Highlights & Insights¶
- Unified framework: The first approach to simultaneously achieve long-range 3D tracking and high-quality NVS within a single representation.
- "Shape" of motion: The geometric patterns of 3D trajectories themselves convey rich motion semantic information.
- Power of low-dimensional motion assumption: Just \(B=10\) SE(3) bases suffice to express complex scene motion, naturally providing motion segmentation capability.
- Real-time rendering: A rendering speed of 140 fps makes the method suitable for interactive applications.
Limitations & Future Work¶
- Foreground mask annotation requires manual input, though only a few clicks are needed.
- The initialization of noisy 3D tracks depends on the quality of TAPIR and Depth Anything.
- Training time is approximately 2 hours per sequence, precluding real-time processing.
- The number of motion bases is fixed at 10; more complex scenes may require adaptive selection.
Related Work & Insights¶
- DynMF: Also employs motion bases but parameterizes them with neural networks; the explicit SE(3) formulation in this paper is more interpretable.
- TAPIR/CoTracker: Powerful 2D tracking priors, but lack 3D understanding.
- Depth Anything: A key source of monocular depth priors.
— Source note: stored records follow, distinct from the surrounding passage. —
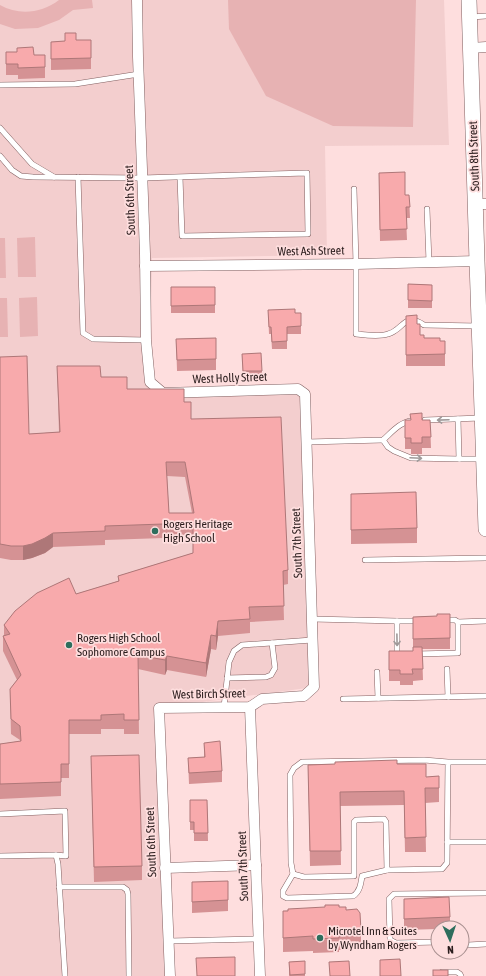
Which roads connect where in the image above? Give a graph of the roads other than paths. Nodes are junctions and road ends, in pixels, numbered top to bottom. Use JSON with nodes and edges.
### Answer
{"nodes":[{"id":1,"x":137,"y":0,"type":"edge"},
{"id":2,"x":469,"y":0,"type":"edge"},
{"id":3,"x":486,"y":16,"type":"edge"},
{"id":4,"x":470,"y":17,"type":"junction"},
{"id":5,"x":471,"y":48,"type":"junction"},
{"id":6,"x":486,"y":48,"type":"edge"},
{"id":7,"x":139,"y":74,"type":"junction"},
{"id":8,"x":0,"y":86,"type":"edge"},
{"id":9,"x":0,"y":128,"type":"edge"},
{"id":10,"x":0,"y":156,"type":"edge"},
{"id":11,"x":54,"y":177,"type":"junction"},
{"id":12,"x":78,"y":177,"type":"junction"},
{"id":13,"x":180,"y":177,"type":"junction"},
{"id":14,"x":142,"y":178,"type":"junction"},
{"id":15,"x":354,"y":189,"type":"dead end"},
{"id":16,"x":481,"y":204,"type":"edge"},
{"id":17,"x":427,"y":209,"type":"dead end"},
{"id":18,"x":477,"y":261,"type":"junction"},
{"id":19,"x":429,"y":262,"type":"junction"},
{"id":20,"x":356,"y":264,"type":"junction"},
{"id":21,"x":145,"y":266,"type":"junction"},
{"id":22,"x":479,"y":326,"type":"junction"},
{"id":23,"x":146,"y":340,"type":"junction"},
{"id":24,"x":298,"y":389,"type":"joint"},
{"id":25,"x":163,"y":393,"type":"joint"},
{"id":26,"x":482,"y":418,"type":"junction"},
{"id":27,"x":458,"y":419,"type":"junction"},
{"id":28,"x":415,"y":421,"type":"edge"},
{"id":29,"x":422,"y":421,"type":"edge"},
{"id":30,"x":383,"y":440,"type":"junction"},
{"id":31,"x":307,"y":442,"type":"junction"},
{"id":32,"x":459,"y":459,"type":"junction"},
{"id":33,"x":484,"y":459,"type":"junction"},
{"id":34,"x":486,"y":529,"type":"edge"},
{"id":35,"x":486,"y":558,"type":"edge"},
{"id":36,"x":365,"y":560,"type":"dead end"},
{"id":37,"x":312,"y":619,"type":"junction"},
{"id":38,"x":426,"y":620,"type":"edge"},
{"id":39,"x":440,"y":620,"type":"edge"},
{"id":40,"x":396,"y":621,"type":"junction"},
{"id":41,"x":486,"y":621,"type":"edge"},
{"id":42,"x":458,"y":622,"type":"junction"},
{"id":43,"x":312,"y":640,"type":"junction"},
{"id":44,"x":272,"y":643,"type":"junction"},
{"id":45,"x":405,"y":654,"type":"edge"},
{"id":46,"x":412,"y":654,"type":"edge"},
{"id":47,"x":447,"y":669,"type":"dead end"},
{"id":48,"x":377,"y":672,"type":"dead end"},
{"id":49,"x":227,"y":678,"type":"junction"},
{"id":50,"x":304,"y":696,"type":"joint"},
{"id":51,"x":448,"y":696,"type":"junction"},
{"id":52,"x":486,"y":696,"type":"edge"},
{"id":53,"x":343,"y":698,"type":"dead end"},
{"id":54,"x":378,"y":698,"type":"junction"},
{"id":55,"x":224,"y":707,"type":"junction"},
{"id":56,"x":250,"y":707,"type":"junction"},
{"id":57,"x":159,"y":708,"type":"joint"},
{"id":58,"x":448,"y":762,"type":"junction"},
{"id":59,"x":486,"y":762,"type":"edge"},
{"id":60,"x":0,"y":814,"type":"edge"},
{"id":61,"x":447,"y":842,"type":"junction"},
{"id":62,"x":486,"y":842,"type":"edge"},
{"id":63,"x":56,"y":855,"type":"junction"},
{"id":64,"x":0,"y":856,"type":"edge"},
{"id":65,"x":256,"y":865,"type":"junction"},
{"id":66,"x":165,"y":868,"type":"junction"},
{"id":67,"x":387,"y":870,"type":"junction"},
{"id":68,"x":293,"y":874,"type":"junction"},
{"id":69,"x":354,"y":876,"type":"junction"},
{"id":70,"x":362,"y":876,"type":"junction"},
{"id":71,"x":59,"y":887,"type":"junction"},
{"id":72,"x":486,"y":893,"type":"edge"},
{"id":73,"x":260,"y":938,"type":"junction"},
{"id":74,"x":168,"y":942,"type":"junction"},
{"id":75,"x":430,"y":942,"type":"edge"},
{"id":76,"x":486,"y":944,"type":"edge"},
{"id":77,"x":470,"y":945,"type":"edge"},
{"id":78,"x":436,"y":972,"type":"edge"},
{"id":79,"x":65,"y":976,"type":"edge"},
{"id":80,"x":129,"y":976,"type":"edge"},
{"id":81,"x":170,"y":976,"type":"edge"},
{"id":82,"x":260,"y":976,"type":"edge"},
{"id":83,"x":461,"y":976,"type":"edge"}],
"edges":[{"from":1,"to":7,"type":"street","name":"South 6th Street"},
{"from":2,"to":4,"type":"main road","name":"South 8th Street"},
{"from":3,"to":4,"type":"lane"},
{"from":4,"to":5,"type":"main road","name":"South 8th Street"},
{"from":5,"to":6,"type":"street"},
{"from":5,"to":16,"type":"main road","name":"South 8th Street"},
{"from":7,"to":8,"type":"lane"},
{"from":7,"to":14,"type":"street","name":"South 6th Street"},
{"from":9,"to":11,"type":"lane"},
{"from":10,"to":11,"type":"lane"},
{"from":11,"to":12,"type":"lane"},
{"from":12,"to":14,"type":"lane"},
{"from":12,"to":23,"type":"lane"},
{"from":13,"to":13,"type":"lane"},
{"from":13,"to":14,"type":"lane"},
{"from":14,"to":21,"type":"street","name":"South 6th Street"},
{"from":15,"to":20,"type":"lane"},
{"from":16,"to":18,"type":"main road","name":"South 8th Street"},
{"from":17,"to":19,"type":"lane"},
{"from":18,"to":19,"type":"street","name":"West Ash Street"},
{"from":18,"to":22,"type":"main road","name":"South 8th Street"},
{"from":19,"to":20,"type":"street","name":"West Ash Street"},
{"from":20,"to":21,"type":"street","name":"West Ash Street"},
{"from":20,"to":22,"type":"lane"},
{"from":21,"to":23,"type":"street","name":"South 6th Street"},
{"from":22,"to":26,"type":"main road","name":"South 8th Street"},
{"from":23,"to":25,"type":"street","name":"South 6th Street"},
{"from":24,"to":25,"type":"street","name":"West Holly Street"},
{"from":24,"to":31,"type":"street","name":"South 7th Street"},
{"from":26,"to":27,"type":"lane"},
{"from":26,"to":33,"type":"main road","name":"South 8th Street"},
{"from":27,"to":29,"type":"lane","one_way":true},
{"from":27,"to":32,"type":"lane"},
{"from":28,"to":30,"type":"lane"},
{"from":30,"to":31,"type":"lane"},
{"from":30,"to":32,"type":"lane","one_way":true},
{"from":31,"to":37,"type":"street","name":"South 7th Street"},
{"from":32,"to":33,"type":"lane"},
{"from":33,"to":34,"type":"main road","name":"South 8th Street"},
{"from":35,"to":36,"type":"lane"},
{"from":37,"to":40,"type":"lane"},
{"from":37,"to":43,"type":"street","name":"South 7th Street"},
{"from":38,"to":40,"type":"lane"},
{"from":39,"to":42,"type":"lane"},
{"from":40,"to":45,"type":"lane","one_way":true},
{"from":41,"to":42,"type":"lane"},
{"from":42,"to":46,"type":"lane"},
{"from":43,"to":44,"type":"lane"},
{"from":43,"to":50,"type":"street","name":"South 7th Street"},
{"from":44,"to":49,"type":"lane"},
{"from":44,"to":49,"type":"lane"},
{"from":47,"to":51,"type":"lane"},
{"from":48,"to":54,"type":"lane"},
{"from":49,"to":55,"type":"lane"},
{"from":50,"to":56,"type":"street","name":"West Birch Street"},
{"from":51,"to":52,"type":"lane"},
{"from":51,"to":54,"type":"lane"},
{"from":53,"to":54,"type":"lane"},
{"from":55,"to":56,"type":"street","name":"West Birch Street"},
{"from":55,"to":57,"type":"street","name":"West Birch Street"},
{"from":56,"to":65,"type":"street","name":"South 7th Street"},
{"from":57,"to":66,"type":"street","name":"South 6th Street"},
{"from":58,"to":59,"type":"lane"},
{"from":58,"to":61,"type":"lane"},
{"from":58,"to":68,"type":"lane"},
{"from":60,"to":63,"type":"lane"},
{"from":61,"to":62,"type":"lane"},
{"from":61,"to":67,"type":"lane"},
{"from":63,"to":64,"type":"lane"},
{"from":63,"to":71,"type":"lane"},
{"from":65,"to":66,"type":"street"},
{"from":65,"to":73,"type":"street","name":"South 7th Street"},
{"from":66,"to":74,"type":"street","name":"South 6th Street"},
{"from":67,"to":69,"type":"lane"},
{"from":67,"to":70,"type":"lane"},
{"from":68,"to":69,"type":"lane"},
{"from":68,"to":70,"type":"lane"},
{"from":69,"to":70,"type":"lane"},
{"from":71,"to":79,"type":"lane"},
{"from":71,"to":80,"type":"lane"},
{"from":72,"to":75,"type":"lane"},
{"from":73,"to":74,"type":"lane"},
{"from":73,"to":82,"type":"street","name":"South 7th Street"},
{"from":74,"to":81,"type":"street","name":"South 6th Street"},
{"from":76,"to":77,"type":"lane"},
{"from":78,"to":83,"type":"lane"}]}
- MegaSaM: Estimates camera parameters from monocular video.
Rating¶
- Novelty: ⭐⭐⭐⭐⭐ (SE(3) motion basis + multi-prior fusion)
- Technical Depth: ⭐⭐⭐⭐⭐ (complete initialization–optimization pipeline, multi-task unification)
- Experimental Thoroughness: ⭐⭐⭐⭐⭐ (comprehensive evaluation across three datasets and three tasks)
- Value: ⭐⭐⭐⭐ (real-time rendering, but training is slow)